■ Brief:
Find all the lines in the material below with the word "roads", and copy them.

■ Material provided:

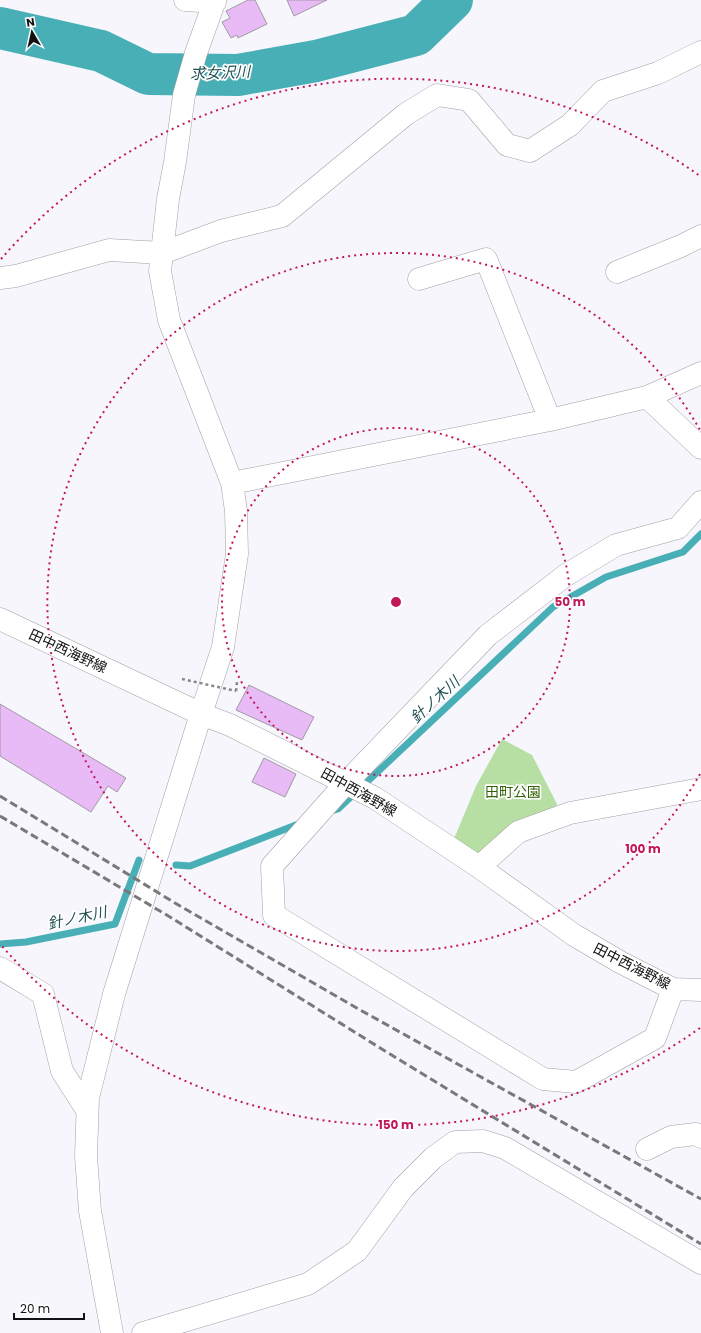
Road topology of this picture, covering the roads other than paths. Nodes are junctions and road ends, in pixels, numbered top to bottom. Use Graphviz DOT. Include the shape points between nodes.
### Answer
graph roads {
  1 [pos="185,0"];
  2 [pos="215,1"];
  3 [pos="701,52"];
  4 [pos="701,236"];
  5 [pos="162,253"];
  6 [pos="618,272"];
  7 [pos="0,278"];
  8 [pos="419,279"];
  9 [pos="701,374"];
  10 [pos="647,397"];
  11 [pos="550,420"];
  12 [pos="701,448"];
  13 [pos="232,483"];
  14 [pos="701,502"];
  15 [pos="0,619"];
  16 [pos="201,714"];
  17 [pos="345,784"];
  18 [pos="701,789"];
  19 [pos="480,867"];
  20 [pos="0,968"];
  21 [pos="673,989"];
  22 [pos="701,990"];
  23 [pos="87,1110"];
  24 [pos="701,1137"];
  25 [pos="647,1149"];
  26 [pos="701,1263"];
  27 [pos="112,1333"];
  28 [pos="144,1333"];
  1 -- 2 [label="street"];
  2 -- 5 [label="street" via="184,95"];
  3 -- 5 [label="street" via="658,72 603,91 570,125 530,151 507,145 470,100 437,95 406,114 282,216 222,231"];
  4 -- 6 [label="street"];
  5 -- 7 [label="street" via="109,250 16,276"];
  5 -- 13 [label="street" via="160,271 169,320"];
  8 -- 11 [label="street" via="486,259"];
  9 -- 10 [label="street"];
  10 -- 11 [label="street"];
  10 -- 12 [label="street"];
  11 -- 13 [label="street"];
  13 -- 16 [label="street" via="236,511 237,554 223,647"];
  14 -- 17 [label="street" via="678,528 616,545 566,575 488,635"];
  15 -- 16 [label="street, 田中西海野線"];
  16 -- 17 [label="street, 田中西海野線" via="230,725"];
  16 -- 23 [label="street" via="114,994"];
  17 -- 19 [label="street, 田中西海野線" via="375,798"];
  17 -- 21 [label="street" via="272,866 274,915 543,1079 576,1082 654,1038"];
  18 -- 19 [label="street" via="570,813 518,832"];
  19 -- 21 [label="street, 田中西海野線" via="574,935"];
  20 -- 23 [label="street" via="43,994 62,1071"];
  21 -- 22 [label="street, 田中西海野線"];
  23 -- 27 [label="street" via="86,1156 90,1211"];
  24 -- 25 [label="street" via="696,1134 671,1137"];
  26 -- 28 [label="street" via="505,1148 483,1141 456,1142 433,1158 403,1188 358,1251 308,1284"];
}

■ Exercise solution:
Road topology of this picture, covering the roads other than paths. Nodes are junctions and road ends, in pixels, numbered top to bottom. Use Graphviz DOT. Include the shape points between nodes.
graph roads {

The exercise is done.